In the records below, find the lines that include "Rafael" and copy each.

- **DATA FOR REVIEW**:
*** Block opens ***

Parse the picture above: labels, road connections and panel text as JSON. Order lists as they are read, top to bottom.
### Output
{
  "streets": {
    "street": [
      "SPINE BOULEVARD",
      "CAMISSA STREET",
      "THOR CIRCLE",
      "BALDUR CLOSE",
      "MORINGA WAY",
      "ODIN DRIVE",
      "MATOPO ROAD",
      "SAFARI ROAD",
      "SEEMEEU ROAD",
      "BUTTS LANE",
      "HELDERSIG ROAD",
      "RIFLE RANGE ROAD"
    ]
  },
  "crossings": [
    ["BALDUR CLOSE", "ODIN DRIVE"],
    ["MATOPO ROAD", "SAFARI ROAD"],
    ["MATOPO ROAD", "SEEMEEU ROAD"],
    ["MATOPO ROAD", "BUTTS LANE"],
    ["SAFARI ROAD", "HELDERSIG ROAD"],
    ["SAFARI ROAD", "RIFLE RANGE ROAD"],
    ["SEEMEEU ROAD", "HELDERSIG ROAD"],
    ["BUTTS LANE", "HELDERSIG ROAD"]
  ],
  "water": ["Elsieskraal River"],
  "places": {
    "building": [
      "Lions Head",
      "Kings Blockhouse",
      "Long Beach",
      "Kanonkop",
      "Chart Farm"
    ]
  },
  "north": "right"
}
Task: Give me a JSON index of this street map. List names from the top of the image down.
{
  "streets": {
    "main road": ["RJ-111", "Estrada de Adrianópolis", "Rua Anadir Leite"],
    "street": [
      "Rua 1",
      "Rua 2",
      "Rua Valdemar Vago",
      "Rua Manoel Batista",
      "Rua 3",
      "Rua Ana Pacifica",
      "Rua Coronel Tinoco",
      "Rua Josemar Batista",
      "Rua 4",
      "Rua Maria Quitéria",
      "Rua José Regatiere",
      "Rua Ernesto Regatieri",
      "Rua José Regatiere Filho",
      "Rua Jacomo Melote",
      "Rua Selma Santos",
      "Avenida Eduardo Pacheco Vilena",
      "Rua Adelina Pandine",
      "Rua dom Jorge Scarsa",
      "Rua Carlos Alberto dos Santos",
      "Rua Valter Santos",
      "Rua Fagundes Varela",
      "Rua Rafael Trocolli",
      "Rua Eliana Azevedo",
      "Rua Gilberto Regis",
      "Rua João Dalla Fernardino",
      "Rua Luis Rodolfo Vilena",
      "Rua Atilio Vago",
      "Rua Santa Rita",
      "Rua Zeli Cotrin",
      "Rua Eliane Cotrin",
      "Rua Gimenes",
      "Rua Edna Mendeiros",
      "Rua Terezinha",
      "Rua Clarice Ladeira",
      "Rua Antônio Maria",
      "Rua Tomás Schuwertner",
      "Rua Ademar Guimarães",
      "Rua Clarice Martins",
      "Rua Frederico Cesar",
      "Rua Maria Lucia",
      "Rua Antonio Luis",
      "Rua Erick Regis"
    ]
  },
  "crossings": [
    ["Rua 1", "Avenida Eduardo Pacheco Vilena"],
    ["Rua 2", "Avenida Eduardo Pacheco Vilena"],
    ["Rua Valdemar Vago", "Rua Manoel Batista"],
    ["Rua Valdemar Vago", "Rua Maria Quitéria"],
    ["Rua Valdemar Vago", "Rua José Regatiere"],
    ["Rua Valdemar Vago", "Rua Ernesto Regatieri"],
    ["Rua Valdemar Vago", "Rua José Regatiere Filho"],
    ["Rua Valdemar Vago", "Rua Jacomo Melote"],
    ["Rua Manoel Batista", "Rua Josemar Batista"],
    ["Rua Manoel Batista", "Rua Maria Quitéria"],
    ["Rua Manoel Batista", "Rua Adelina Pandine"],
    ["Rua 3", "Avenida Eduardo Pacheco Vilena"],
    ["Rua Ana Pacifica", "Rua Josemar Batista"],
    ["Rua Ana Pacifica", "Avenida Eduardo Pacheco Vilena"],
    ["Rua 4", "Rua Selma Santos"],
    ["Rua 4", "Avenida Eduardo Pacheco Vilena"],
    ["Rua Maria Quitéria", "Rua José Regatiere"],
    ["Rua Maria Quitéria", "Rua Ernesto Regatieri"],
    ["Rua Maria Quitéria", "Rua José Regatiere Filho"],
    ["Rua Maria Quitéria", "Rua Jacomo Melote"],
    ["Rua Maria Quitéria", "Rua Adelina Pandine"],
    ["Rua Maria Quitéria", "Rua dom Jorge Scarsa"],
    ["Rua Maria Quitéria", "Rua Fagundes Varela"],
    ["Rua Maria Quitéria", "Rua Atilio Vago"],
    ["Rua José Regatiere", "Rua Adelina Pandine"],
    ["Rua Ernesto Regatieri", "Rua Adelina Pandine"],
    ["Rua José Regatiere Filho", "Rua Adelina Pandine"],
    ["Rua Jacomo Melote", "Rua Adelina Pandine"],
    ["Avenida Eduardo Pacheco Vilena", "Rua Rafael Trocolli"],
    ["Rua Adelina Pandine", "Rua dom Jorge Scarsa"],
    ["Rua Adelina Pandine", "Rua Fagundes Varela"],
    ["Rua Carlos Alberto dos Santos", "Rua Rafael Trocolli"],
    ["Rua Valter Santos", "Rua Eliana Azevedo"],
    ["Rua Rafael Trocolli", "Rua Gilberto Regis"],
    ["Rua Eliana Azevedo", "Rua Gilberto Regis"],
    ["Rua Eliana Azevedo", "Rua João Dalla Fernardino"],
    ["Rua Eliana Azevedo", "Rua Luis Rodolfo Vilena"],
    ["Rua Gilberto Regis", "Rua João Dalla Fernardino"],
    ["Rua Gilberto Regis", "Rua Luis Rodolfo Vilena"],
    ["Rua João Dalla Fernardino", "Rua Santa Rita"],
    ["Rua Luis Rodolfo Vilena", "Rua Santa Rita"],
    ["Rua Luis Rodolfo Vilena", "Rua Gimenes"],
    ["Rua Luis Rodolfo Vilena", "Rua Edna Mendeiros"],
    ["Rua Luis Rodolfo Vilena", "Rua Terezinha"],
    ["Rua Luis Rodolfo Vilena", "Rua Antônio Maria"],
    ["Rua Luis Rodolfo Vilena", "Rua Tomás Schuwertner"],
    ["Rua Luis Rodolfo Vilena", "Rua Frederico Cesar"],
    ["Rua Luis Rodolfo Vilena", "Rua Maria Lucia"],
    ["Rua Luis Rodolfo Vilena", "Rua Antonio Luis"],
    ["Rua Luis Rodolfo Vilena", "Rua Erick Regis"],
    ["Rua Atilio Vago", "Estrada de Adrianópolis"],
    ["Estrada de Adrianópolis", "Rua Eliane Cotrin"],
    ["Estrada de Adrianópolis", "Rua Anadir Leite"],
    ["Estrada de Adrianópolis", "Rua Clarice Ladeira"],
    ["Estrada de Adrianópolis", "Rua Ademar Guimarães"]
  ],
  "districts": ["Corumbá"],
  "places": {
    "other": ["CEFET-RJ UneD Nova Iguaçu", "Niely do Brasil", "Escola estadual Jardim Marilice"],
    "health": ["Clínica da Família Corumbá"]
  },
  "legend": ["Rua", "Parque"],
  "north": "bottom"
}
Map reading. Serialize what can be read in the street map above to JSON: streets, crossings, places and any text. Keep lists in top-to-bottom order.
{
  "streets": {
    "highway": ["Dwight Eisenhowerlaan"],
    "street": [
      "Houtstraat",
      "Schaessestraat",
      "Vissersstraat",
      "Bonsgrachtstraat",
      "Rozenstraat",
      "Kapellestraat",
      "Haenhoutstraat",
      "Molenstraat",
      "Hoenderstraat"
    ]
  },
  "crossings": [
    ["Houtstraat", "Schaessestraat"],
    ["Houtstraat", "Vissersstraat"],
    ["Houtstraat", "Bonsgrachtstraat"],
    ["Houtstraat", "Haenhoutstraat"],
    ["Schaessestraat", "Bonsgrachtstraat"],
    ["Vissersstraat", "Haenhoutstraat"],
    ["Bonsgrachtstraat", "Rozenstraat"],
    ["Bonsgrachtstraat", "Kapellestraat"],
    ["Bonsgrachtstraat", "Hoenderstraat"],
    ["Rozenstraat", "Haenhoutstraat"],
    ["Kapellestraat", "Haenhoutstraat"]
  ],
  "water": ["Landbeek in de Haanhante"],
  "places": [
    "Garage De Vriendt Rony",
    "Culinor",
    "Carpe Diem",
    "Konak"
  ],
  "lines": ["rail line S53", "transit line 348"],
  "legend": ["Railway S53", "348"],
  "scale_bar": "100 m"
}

*** Block closes ***

- **EXPECTED OUTPUT**:
      "Rua Rafael Trocolli",
    ["Avenida Eduardo Pacheco Vilena", "Rua Rafael Trocolli"],
    ["Rua Carlos Alberto dos Santos", "Rua Rafael Trocolli"],
    ["Rua Rafael Trocolli", "Rua Gilberto Regis"],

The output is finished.